The fourth prong requires a balance between the importance of the goal and the extent of the restriction. It is here where the “hardships” of demonetisation – and where the majority is so anxious to make martyrs out of human beings – is legally relevant: if you remove 86% of the currency in one fell swoop and unleash severe hardship upon people in terms of their lives and livelihoods, then the proportionality test requires you to justify that that level of hardship is proportionate to the goal.
Instead of engaging with the issue, however, the majority once again takes refuge in rhetoric. Indeed, it goes further. When considering the second prong, it merely asked: “can it be said?” Now it asks: “can it really be said that there is no proper relation between the importance of curbing the menace of fake currency, black money, drug trafficking & terror financing on one hand and demonetizing the Rs 500 and Rs 1000 notes, thereby imposing restriction on the use of demonetized currency?”
It’s no longer just “can it be said?” It’s now “can it really be said”? The “really” has changed everything.
We can therefore see that while purporting to apply proportionality, the majority does nothing of the sort. It either gets the legal standard wrong, or refuses to apply it, substituting analysis with “can it be said?” and “can it really be said?”
Indeed, this is of a piece with the rest of the judgment: wherever you look for reasoning, what you find is rhetoric and a refusal to seriously engage with the crucial constitutional issues that this case raised.
It is worth briefly flagging Justice Nagarathna’s analysis of process. In a section titled “Affidavits and Records of the Case”, Justice Nagarathna observes that the RBI’s own documents show that it was the government that “recommended” demonetisation, that a draft scheme was being made “as desired” by the government, and that a recommendation had been “obtained” from the bank for this (paragraph 17).
She also notes that the documents show a conflict between the bank’s goals for demonetisation and the government’s, showing that the so-called “consultation” was illusory (paragraph 17.8); and that furthermore, the records showed that the hurry in which these communications were exchanged (in under 24 hours) – clearly pointing to an absence of application of mind by the bank (paragraph 19).
These observations are important, because they show us precisely what we miss when decisions are based on documents submitted to the apex court in a sealed cover.
Had there been no dissenting opinion, the majority’s glossing over of some truly damning evidence about procedural flaws underlying demonetisation would have remained glossed over. It is worth repeating that a judgment based on secret evidence is no judgment at all: it fails the most basic tests of the rule of law in a constitutional democracy.
‘Every noble cause claims its martyr’
In paragraph 257 of its judgment, the majority – citing previous precedent, with approval, quotes, “Every noble cause claims its martyr”, to dismiss the petitioners’ arguments about the hardships caused by demonetisation.

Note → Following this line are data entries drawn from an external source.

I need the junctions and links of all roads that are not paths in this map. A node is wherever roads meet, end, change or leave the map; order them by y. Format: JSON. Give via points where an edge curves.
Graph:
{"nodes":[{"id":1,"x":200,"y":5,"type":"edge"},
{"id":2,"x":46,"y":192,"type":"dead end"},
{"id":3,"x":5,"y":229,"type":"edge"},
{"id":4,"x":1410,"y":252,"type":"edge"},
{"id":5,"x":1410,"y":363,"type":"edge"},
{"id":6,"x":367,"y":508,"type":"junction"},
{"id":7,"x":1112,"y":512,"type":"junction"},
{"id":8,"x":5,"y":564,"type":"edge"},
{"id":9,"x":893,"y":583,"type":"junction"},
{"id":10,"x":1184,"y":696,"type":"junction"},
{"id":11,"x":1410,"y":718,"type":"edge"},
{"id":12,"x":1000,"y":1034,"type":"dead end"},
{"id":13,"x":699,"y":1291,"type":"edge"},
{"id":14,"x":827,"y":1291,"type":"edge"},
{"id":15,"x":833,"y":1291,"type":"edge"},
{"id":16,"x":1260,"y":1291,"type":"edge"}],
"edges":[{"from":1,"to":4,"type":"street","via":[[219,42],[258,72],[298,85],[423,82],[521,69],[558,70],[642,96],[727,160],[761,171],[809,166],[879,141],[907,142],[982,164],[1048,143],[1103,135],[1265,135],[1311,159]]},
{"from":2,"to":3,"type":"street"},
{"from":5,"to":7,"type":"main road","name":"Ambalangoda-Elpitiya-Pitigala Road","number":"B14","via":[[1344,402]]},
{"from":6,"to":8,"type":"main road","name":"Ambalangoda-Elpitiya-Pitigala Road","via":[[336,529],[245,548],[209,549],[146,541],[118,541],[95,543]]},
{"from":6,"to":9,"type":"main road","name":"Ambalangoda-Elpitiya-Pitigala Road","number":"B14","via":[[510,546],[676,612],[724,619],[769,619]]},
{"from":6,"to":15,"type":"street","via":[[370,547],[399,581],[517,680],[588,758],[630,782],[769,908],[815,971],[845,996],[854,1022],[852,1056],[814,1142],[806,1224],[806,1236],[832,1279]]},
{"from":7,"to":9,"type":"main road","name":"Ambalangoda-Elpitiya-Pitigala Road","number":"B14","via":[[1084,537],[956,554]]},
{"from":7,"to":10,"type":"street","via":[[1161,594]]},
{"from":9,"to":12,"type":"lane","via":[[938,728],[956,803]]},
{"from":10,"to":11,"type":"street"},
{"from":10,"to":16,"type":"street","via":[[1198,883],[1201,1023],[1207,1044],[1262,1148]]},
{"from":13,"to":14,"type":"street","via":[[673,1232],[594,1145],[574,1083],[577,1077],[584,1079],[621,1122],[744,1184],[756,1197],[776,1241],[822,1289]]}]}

Lest you think this is a clumsy euphemism, it is worth remembering that in the week after demonetisation, thirty-three people died. These people – human beings – died while waiting in interminable bank queues to withdraw their money, they died by suicide because their money had become worthless, and children died because hospitals or ambulances refused to accept 1000 rupee notes.
A martyr is someone who voluntarily suffers death because of their adherence to a faith or a belief.
The majority now tells us that all these people who died – including infants – sacrificed themselves as martyrs in service of the great religion of demonetisation. They did not die because of state failure and governance failure, no, they sacrificed themselves instead.
In so saying, the majority does not simply demonstrate callousness and a disregard for human life. It does the worst thing one can do: it denies the dead the dignity of honestly acknowledging how and why they died, and tries to wrap them up in the tattered flag of martyrdom instead. Long after the dust has settled on this case, and long after demonetisation is itself a memory, this line will remain an indelible stain in judicial history.